▸ WHAT IS BEING ASKED: Only a number is wanted here: the count of lines in the entries below that contain the word "pixels".

################

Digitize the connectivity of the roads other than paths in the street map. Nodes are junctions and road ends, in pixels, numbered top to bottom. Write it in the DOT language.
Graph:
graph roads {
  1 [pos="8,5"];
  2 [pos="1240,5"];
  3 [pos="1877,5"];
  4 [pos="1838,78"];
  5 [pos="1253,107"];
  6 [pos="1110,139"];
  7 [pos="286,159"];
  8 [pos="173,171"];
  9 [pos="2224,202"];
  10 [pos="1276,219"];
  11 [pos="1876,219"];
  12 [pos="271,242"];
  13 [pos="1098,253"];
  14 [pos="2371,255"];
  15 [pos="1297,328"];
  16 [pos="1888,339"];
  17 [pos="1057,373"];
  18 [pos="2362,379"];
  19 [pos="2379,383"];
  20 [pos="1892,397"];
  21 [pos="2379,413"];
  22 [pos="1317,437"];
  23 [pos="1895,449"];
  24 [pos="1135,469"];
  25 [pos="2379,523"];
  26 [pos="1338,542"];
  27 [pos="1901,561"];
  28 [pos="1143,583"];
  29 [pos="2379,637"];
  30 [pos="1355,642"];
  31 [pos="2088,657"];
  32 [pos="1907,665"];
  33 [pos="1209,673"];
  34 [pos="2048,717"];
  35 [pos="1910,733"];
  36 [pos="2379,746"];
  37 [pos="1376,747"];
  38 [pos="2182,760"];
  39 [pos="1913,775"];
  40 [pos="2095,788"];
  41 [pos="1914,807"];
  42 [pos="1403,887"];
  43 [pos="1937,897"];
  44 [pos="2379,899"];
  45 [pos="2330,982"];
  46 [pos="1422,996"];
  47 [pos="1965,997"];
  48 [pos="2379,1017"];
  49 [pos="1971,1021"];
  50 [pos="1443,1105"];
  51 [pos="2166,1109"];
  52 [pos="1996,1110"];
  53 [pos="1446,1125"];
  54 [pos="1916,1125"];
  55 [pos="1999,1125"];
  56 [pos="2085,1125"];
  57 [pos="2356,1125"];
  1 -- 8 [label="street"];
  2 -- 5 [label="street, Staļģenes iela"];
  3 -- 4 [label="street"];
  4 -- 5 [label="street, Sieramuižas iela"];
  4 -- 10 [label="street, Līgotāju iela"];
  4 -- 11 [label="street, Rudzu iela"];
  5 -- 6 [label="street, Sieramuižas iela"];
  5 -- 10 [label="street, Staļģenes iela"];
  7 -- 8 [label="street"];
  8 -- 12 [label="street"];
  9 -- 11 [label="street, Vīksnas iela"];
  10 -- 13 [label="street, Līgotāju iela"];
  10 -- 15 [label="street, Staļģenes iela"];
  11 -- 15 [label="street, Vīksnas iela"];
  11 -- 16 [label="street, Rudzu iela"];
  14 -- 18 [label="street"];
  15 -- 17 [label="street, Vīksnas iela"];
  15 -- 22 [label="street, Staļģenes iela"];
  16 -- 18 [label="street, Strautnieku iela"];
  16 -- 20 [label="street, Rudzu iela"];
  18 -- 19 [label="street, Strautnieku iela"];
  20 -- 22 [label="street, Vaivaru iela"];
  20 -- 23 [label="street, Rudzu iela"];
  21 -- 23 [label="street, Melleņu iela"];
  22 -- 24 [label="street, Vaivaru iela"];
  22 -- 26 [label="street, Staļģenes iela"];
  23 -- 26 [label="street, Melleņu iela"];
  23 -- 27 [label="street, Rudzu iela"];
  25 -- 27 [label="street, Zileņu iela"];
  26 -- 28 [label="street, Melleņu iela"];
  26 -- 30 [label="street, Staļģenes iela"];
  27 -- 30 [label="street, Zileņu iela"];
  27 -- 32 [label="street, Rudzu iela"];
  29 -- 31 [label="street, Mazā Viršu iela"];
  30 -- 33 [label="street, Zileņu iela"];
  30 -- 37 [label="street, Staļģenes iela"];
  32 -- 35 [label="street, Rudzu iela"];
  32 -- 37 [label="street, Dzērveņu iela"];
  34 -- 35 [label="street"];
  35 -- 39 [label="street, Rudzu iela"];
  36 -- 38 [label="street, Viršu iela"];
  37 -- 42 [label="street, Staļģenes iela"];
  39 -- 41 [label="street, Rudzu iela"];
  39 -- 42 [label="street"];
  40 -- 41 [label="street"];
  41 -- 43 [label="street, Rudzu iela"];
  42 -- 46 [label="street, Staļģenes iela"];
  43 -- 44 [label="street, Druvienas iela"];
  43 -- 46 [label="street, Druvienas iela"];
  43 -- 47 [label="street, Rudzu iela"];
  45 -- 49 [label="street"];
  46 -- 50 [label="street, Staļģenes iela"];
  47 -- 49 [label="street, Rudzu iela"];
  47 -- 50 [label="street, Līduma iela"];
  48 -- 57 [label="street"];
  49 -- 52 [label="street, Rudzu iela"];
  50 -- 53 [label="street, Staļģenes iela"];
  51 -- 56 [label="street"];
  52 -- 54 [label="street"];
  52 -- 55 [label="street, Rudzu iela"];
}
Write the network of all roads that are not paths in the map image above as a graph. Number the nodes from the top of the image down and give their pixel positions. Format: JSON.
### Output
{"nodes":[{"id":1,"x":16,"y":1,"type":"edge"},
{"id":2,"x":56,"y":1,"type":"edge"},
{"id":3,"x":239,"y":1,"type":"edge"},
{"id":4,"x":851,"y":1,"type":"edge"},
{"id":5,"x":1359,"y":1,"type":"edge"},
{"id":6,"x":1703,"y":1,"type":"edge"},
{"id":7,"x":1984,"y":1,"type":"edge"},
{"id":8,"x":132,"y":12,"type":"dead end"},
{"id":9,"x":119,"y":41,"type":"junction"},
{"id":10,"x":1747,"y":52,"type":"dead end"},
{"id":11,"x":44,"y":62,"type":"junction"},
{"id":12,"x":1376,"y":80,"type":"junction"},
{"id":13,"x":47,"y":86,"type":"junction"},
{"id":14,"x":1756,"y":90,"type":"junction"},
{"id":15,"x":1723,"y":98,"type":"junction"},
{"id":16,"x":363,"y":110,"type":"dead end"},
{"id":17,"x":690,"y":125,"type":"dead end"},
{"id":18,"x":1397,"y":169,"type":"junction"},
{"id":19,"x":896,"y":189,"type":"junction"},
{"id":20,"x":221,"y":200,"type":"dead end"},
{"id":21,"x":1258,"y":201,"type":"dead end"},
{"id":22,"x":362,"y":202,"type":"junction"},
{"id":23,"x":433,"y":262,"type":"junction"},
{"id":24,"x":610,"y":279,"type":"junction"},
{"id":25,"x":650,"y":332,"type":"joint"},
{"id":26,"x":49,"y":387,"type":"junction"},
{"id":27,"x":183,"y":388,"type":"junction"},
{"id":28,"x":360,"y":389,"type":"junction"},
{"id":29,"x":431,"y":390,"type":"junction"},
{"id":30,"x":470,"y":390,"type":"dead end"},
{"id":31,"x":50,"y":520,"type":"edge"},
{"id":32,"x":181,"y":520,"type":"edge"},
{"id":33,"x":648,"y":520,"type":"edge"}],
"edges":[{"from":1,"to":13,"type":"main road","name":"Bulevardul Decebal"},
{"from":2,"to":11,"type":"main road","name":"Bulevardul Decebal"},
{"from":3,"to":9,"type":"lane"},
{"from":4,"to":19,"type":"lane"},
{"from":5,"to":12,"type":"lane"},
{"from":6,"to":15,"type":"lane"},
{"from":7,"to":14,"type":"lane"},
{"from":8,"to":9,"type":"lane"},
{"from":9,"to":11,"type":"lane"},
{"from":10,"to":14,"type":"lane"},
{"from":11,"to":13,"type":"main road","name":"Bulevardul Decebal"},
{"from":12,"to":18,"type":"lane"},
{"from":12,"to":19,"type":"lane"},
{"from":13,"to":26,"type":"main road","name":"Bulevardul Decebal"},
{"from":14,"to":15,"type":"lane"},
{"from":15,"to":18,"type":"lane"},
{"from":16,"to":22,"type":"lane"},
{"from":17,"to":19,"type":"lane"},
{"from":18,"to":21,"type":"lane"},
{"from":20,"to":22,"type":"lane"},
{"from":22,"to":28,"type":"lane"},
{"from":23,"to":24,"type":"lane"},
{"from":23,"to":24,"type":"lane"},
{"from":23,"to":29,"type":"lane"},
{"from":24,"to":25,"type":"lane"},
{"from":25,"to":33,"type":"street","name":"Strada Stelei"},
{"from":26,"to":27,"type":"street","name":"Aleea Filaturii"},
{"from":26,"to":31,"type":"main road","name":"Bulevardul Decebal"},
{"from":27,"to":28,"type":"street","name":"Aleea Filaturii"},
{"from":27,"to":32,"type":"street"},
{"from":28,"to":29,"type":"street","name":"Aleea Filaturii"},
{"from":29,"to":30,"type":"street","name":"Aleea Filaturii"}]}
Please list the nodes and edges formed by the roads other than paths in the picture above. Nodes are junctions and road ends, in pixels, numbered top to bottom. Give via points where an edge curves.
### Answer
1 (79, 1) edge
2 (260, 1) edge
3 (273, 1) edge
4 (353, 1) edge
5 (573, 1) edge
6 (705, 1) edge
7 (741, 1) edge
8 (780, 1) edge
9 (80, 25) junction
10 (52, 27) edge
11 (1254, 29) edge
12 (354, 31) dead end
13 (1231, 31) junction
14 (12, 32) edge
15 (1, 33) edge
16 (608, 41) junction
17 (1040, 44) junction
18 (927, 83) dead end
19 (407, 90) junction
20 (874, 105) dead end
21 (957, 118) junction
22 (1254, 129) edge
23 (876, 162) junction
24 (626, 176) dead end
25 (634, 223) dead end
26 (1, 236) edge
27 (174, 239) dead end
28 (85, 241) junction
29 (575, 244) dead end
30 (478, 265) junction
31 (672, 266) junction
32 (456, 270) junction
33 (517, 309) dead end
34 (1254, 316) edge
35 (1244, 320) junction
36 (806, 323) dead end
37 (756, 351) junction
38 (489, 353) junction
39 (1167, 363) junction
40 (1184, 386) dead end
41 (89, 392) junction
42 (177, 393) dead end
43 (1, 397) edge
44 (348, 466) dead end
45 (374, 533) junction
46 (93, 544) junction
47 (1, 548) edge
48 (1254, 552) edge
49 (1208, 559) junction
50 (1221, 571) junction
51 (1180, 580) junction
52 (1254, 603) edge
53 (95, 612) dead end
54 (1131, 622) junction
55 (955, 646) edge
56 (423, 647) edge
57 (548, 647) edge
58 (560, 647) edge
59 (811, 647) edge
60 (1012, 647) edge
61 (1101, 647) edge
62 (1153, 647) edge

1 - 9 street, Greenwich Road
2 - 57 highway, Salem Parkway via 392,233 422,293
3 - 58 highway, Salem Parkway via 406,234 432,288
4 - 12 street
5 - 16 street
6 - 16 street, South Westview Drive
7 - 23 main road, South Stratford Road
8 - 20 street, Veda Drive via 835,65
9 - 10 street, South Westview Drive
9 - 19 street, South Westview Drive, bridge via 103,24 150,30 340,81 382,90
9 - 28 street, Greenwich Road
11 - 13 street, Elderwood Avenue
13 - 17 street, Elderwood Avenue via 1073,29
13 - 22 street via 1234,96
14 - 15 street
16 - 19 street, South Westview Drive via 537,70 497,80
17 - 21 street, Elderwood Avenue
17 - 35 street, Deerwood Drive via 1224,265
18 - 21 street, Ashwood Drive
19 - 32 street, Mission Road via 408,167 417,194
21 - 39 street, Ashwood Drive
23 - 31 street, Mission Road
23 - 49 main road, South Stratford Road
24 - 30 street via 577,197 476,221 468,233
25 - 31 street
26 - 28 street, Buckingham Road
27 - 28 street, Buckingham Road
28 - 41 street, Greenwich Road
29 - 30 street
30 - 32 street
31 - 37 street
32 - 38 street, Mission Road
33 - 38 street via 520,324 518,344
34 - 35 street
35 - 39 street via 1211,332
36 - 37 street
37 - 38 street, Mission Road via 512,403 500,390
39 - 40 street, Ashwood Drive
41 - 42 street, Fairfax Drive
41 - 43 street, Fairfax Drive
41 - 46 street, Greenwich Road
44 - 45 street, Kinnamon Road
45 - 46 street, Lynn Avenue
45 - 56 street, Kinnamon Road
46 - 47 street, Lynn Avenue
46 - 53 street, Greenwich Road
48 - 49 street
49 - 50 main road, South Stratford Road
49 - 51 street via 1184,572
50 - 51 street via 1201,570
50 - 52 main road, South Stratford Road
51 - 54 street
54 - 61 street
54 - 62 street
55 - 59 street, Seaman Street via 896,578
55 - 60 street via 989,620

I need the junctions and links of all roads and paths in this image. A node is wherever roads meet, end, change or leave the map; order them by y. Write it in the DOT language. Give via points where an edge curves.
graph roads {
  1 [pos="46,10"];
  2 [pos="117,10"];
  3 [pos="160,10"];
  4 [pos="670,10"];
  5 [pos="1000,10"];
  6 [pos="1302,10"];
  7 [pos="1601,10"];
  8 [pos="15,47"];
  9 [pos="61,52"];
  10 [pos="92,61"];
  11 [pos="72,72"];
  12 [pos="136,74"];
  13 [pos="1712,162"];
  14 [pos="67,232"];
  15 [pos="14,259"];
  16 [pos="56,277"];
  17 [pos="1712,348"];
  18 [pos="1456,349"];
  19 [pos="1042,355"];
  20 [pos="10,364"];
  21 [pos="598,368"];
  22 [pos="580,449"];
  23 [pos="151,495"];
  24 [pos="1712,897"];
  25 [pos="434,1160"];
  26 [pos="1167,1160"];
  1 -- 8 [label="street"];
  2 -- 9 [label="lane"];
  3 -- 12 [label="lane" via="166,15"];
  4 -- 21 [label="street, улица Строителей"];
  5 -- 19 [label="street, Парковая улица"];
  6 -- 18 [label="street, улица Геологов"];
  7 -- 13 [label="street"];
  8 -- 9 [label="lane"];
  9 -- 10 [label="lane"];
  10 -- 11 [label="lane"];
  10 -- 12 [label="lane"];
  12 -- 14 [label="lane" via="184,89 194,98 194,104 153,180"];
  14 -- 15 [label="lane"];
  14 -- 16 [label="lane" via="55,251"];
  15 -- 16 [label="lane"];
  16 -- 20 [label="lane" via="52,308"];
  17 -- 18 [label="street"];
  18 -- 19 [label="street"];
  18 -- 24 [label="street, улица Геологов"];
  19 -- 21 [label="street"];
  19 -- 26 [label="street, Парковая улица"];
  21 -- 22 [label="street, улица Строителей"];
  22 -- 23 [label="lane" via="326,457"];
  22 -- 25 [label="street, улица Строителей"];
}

################

▸ SOLUTION TO THIS TASK: 2